Daylight Saving Time has crept up on us once again. I think Ben Franklin had something to do with the idea, though it’s probably not wise to blindly follow the mad ravings of a guy who once flew a kite in a lightning storm with the sole purpose of volunteering to get electrocuted. But what do I know?
Overall, the time change doesn’t bother me much. Of course, I’ve lost an hour of precious sleep, now I’m eating my breakfast for lunch and my kids will be up tonight until midnight. Other than that, it’s a good thing. Wouldn’t it be great if we could all have this magical power to fast forward time whenever we really needed to?
Other instances when losing an hour of time might be a good thing:
–When you’re two hours into a 12 hour road trip trapped in a tiny Volkswagen with your brothers and a dead a/c after consuming an all-you-can-eat Mexican food buffet.
–When the dentist informs you he’s ready to cut into your jaw bone now and there may be some pressure and lots of smoke.
–When you’re cornered at a family reunion by Aunt Martha who proceeds to discuss in detail every major and minor medical procedure she’s endured in the last 30 years. And she acts them out using graphic hand gestures.
–When you’re stuck in a gigantic line at Walmart and your tired, cranky five year old bursts into a rousing rendition of, “Everybody poops!” at the top of her lungs.
–When your son sits down on the couch next to you and says, “Hey, Mom! I can count to 5,ooo now! Wanna see? 1…2….3…”
–When you’re laying on your side, half naked and exposed in a johnny, and the doctor holds up the 50 foot tube he’ll use to perform your colonoscopy, complete with a tiny camera so you can be sure to see every last detail on the giant HDTV screen parked at your head.
–When you’re in the front row of a pop concert with your daughter, surrounded by screaming rabid tweens and the Jonas Brothers return to the stage to perform their 15th encore featuring the cover of, “Don’t Worry, Be Happy”

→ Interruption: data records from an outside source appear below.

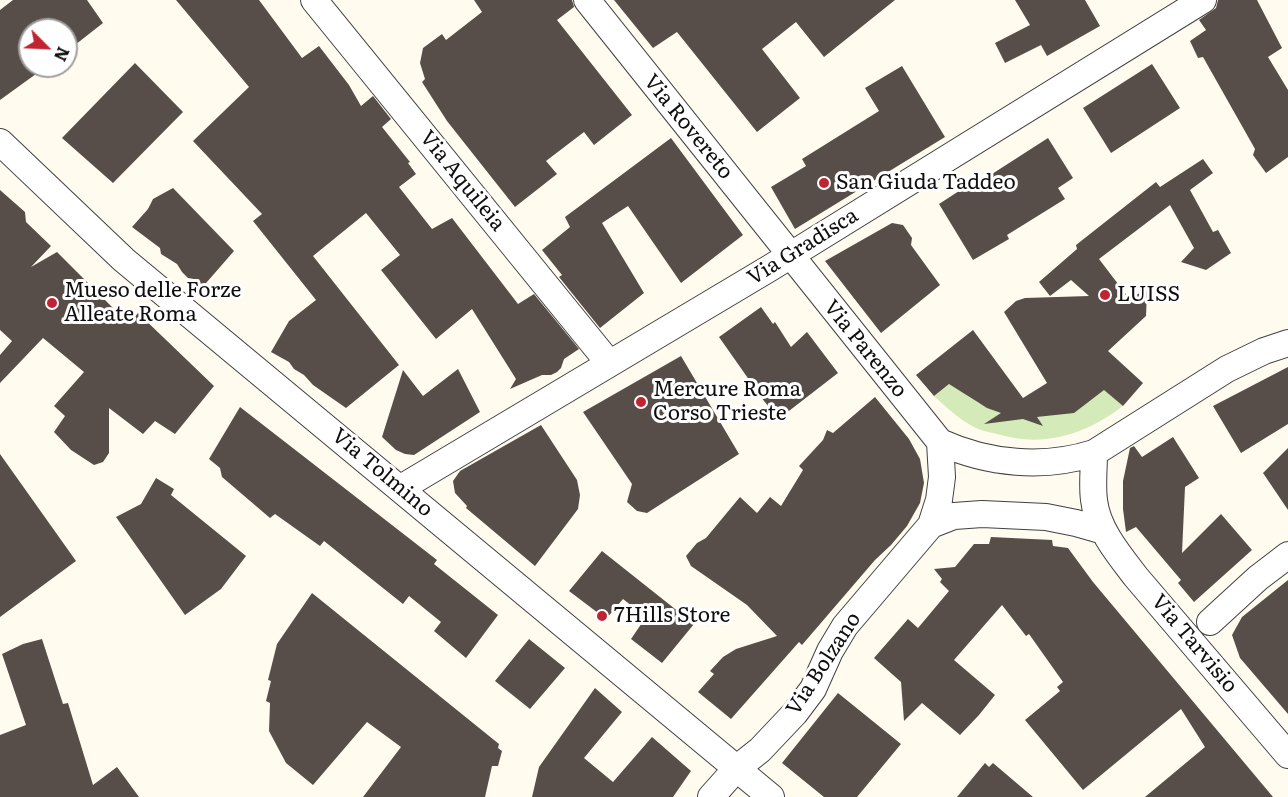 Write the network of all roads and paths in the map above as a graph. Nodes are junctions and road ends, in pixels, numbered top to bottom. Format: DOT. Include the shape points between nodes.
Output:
graph roads {
  1 [pos="314,0"];
  2 [pos="586,0"];
  3 [pos="1203,0"];
  4 [pos="0,142"];
  5 [pos="790,255"];
  6 [pos="1288,343"];
  7 [pos="609,363"];
  8 [pos="940,442"];
  9 [pos="1094,453"];
  10 [pos="401,488"];
  11 [pos="931,525"];
  12 [pos="1104,531"];
  13 [pos="1288,555"];
  14 [pos="1210,622"];
  15 [pos="1288,755"];
  16 [pos="736,769"];
  17 [pos="711,797"];
  18 [pos="771,797"];
  1 -- 7 [label="street, Via Aquileia"];
  2 -- 5 [label="street, Via Rovereto"];
  3 -- 5 [label="street, Via Gradisca"];
  4 -- 10 [label="street, Via Tolmino" via="124,260"];
  5 -- 7 [label="street, Via Gradisca"];
  5 -- 8 [label="street, Via Parenzo"];
  6 -- 9 [label="street" via="1227,369"];
  7 -- 10 [label="street, Via Gradisca"];
  8 -- 9 [label="street" via="966,452 1027,463 1060,462"];
  8 -- 11 [label="street" via="942,477"];
  9 -- 12 [label="street" via="1093,498"];
  10 -- 16 [label="street, Via Tolmino"];
  11 -- 12 [label="street" via="954,516 982,514 1053,519"];
  11 -- 16 [label="street, Via Bolzano" via="845,626 813,689 795,713"];
  12 -- 15 [label="street, Via Tarvisio" via="1137,577"];
  13 -- 14 [label="street"];
  16 -- 17 [label="street, Via Bolzano"];
  16 -- 18 [label="street, Via Tolmino"];
}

–When you’re in the throes of excrutiatingly hard labor, the baby is stuck, your spine is splitting in half and the doctor suddenly informs you he’s going to “completely turn off the epidural” to “prepare you for the OR”.
–When you’re finally finishing up your mammogram and the technician comes back into the room and tells you the xrays were too blurry so you have to repeat the procedure all over again.
–When you sit down to enjoy Thanksgiving dinner and before the first forkful of turkey, your father-in-law announces, “Obama should go to hell!” to your Democrat mother.